Task | Look through the lines below, find those with the word "BERLÍN", and copy them.

━━━ Information given

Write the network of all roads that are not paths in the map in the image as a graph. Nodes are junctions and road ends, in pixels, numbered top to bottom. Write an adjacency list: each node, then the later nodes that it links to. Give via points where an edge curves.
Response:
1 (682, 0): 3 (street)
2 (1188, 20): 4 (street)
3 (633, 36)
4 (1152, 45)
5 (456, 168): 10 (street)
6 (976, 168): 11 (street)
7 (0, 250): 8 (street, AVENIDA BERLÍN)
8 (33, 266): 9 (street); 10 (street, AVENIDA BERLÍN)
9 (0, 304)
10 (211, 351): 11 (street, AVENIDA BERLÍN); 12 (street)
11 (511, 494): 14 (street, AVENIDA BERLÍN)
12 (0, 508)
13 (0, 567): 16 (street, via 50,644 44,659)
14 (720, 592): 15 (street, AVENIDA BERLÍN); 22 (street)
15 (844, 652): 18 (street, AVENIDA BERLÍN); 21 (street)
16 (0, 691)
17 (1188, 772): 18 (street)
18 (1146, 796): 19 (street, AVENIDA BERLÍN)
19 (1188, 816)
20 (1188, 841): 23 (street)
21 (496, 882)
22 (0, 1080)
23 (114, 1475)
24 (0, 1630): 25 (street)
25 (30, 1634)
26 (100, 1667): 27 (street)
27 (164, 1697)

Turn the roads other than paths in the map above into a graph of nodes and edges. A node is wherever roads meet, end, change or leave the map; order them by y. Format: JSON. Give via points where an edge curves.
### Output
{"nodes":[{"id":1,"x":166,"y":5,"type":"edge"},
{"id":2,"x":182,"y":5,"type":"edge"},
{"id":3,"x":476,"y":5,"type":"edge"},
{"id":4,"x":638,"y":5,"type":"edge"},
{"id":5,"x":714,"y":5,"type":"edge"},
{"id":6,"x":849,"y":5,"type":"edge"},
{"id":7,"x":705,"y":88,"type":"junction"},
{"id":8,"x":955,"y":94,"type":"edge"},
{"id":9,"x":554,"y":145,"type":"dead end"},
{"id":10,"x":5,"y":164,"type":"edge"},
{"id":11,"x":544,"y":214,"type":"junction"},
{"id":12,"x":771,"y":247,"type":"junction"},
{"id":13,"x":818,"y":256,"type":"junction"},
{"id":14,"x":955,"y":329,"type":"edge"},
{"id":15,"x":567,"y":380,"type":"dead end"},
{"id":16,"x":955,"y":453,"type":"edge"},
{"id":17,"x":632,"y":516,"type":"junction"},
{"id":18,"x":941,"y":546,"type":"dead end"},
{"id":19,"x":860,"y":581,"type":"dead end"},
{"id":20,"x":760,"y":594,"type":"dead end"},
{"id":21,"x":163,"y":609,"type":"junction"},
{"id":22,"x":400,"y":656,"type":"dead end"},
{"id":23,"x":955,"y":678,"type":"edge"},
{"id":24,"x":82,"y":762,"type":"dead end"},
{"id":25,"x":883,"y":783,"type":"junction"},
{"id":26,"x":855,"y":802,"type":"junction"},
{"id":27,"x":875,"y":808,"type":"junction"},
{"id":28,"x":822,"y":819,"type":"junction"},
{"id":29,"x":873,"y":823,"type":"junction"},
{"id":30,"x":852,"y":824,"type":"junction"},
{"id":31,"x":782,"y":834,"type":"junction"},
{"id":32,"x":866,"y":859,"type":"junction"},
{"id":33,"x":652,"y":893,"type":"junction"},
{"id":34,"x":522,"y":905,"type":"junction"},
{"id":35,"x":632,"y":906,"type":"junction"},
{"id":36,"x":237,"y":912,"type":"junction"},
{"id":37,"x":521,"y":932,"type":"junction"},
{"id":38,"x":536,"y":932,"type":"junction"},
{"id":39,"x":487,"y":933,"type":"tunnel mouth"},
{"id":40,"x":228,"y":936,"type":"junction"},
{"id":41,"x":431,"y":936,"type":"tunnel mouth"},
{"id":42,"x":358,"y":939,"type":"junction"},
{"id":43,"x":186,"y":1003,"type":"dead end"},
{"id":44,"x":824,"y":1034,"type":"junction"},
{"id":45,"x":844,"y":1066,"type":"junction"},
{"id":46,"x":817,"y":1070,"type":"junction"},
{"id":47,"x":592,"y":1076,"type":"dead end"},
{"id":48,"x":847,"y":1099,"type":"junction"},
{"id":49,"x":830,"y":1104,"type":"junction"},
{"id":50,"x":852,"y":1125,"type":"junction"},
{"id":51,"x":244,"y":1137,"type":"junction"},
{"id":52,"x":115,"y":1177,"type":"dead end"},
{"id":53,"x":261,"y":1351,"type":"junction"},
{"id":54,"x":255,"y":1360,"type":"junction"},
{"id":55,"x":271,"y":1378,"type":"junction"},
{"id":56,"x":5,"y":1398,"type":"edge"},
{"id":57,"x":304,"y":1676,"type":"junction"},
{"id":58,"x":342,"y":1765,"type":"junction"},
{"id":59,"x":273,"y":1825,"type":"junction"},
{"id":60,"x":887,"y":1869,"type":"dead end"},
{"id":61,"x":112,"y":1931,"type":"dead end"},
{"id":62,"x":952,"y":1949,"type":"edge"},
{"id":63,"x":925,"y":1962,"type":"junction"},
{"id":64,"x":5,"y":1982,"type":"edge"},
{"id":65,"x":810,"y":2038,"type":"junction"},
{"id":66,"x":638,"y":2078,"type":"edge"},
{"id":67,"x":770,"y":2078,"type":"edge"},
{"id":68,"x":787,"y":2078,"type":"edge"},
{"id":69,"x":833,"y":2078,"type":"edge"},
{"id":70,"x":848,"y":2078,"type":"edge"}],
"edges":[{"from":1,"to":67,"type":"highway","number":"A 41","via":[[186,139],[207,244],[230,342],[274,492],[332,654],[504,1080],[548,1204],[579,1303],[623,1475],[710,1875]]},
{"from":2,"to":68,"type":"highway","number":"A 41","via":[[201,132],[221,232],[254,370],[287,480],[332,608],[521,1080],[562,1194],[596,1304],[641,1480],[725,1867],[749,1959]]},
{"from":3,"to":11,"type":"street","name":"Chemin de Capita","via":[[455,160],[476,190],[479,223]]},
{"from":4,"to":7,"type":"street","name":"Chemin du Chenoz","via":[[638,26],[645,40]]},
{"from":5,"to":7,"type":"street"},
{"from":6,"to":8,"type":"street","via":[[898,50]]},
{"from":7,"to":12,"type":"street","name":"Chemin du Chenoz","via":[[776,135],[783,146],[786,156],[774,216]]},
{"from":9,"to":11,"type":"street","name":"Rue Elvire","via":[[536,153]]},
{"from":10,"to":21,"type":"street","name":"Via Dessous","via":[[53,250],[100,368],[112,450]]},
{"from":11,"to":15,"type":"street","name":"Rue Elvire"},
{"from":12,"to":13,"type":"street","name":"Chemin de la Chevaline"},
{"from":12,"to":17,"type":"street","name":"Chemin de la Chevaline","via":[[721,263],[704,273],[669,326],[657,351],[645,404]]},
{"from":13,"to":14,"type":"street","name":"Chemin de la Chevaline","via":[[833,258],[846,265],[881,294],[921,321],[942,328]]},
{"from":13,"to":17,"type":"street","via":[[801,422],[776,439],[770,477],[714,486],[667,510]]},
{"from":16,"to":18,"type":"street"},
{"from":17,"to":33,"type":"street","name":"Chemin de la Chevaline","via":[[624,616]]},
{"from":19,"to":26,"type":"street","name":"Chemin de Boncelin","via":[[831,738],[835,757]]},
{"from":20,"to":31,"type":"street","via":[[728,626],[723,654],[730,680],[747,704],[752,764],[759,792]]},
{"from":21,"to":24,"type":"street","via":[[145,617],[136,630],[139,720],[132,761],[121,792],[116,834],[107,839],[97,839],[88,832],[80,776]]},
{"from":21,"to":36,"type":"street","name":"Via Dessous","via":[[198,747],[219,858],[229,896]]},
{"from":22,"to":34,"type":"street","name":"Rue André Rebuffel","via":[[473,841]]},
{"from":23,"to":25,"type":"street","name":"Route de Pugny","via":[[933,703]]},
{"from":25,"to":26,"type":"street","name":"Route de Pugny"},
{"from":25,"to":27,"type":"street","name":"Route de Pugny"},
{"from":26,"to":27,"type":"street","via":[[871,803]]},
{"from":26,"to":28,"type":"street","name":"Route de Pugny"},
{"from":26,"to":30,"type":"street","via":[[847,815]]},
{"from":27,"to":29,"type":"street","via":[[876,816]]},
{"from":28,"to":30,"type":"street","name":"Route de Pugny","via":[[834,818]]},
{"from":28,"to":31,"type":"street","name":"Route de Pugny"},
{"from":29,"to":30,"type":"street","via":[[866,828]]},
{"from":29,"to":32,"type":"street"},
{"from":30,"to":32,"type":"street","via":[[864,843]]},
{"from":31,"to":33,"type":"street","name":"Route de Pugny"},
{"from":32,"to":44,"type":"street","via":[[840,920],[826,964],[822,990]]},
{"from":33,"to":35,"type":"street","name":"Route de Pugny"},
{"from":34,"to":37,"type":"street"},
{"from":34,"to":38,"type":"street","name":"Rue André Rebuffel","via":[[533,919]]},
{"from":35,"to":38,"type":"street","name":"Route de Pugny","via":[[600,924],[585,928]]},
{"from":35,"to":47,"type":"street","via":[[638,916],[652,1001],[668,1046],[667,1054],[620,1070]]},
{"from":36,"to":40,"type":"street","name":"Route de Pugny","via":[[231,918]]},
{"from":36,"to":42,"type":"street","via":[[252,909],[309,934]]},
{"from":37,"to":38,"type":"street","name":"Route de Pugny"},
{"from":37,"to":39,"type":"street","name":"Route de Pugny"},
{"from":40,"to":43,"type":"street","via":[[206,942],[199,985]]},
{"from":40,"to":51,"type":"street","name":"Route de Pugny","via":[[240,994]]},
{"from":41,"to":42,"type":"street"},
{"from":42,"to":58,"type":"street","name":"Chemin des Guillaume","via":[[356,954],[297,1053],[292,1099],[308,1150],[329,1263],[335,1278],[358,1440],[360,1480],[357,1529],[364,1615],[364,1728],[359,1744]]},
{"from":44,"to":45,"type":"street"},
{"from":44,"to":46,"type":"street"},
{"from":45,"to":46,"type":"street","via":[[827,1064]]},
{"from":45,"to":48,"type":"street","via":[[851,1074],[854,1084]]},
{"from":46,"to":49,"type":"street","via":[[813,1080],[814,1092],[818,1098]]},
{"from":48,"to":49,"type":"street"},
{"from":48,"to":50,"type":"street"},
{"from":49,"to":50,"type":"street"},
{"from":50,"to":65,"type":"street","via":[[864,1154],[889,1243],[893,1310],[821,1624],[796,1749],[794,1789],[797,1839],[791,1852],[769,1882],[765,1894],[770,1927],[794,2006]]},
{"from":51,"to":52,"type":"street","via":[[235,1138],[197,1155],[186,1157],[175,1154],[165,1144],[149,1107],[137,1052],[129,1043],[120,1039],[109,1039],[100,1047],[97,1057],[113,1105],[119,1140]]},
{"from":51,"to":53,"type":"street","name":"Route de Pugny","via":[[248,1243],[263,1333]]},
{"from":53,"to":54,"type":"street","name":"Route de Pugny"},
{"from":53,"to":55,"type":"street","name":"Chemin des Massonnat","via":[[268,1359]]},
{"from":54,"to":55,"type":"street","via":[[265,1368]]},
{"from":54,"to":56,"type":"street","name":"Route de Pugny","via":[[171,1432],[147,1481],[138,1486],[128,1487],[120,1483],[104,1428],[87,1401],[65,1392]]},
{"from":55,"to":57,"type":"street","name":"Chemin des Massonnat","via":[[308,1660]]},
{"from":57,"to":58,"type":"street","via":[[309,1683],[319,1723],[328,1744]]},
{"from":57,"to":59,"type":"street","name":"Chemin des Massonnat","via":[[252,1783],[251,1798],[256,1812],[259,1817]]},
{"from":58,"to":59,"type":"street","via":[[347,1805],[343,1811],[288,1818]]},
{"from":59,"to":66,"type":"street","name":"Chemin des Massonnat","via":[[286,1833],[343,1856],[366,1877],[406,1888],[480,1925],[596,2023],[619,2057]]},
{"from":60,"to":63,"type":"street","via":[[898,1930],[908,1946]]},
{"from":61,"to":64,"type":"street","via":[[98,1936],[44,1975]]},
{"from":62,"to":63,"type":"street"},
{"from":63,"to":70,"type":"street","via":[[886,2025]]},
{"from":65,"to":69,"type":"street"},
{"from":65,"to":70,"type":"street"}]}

━━━━━━

Answer to the exercise |
7 (0, 250): 8 (street, AVENIDA BERLÍN)
8 (33, 266): 9 (street); 10 (street, AVENIDA BERLÍN)
10 (211, 351): 11 (street, AVENIDA BERLÍN); 12 (street)
11 (511, 494): 14 (street, AVENIDA BERLÍN)
14 (720, 592): 15 (street, AVENIDA BERLÍN); 22 (street)
15 (844, 652): 18 (street, AVENIDA BERLÍN); 21 (street)
18 (1146, 796): 19 (street, AVENIDA BERLÍN)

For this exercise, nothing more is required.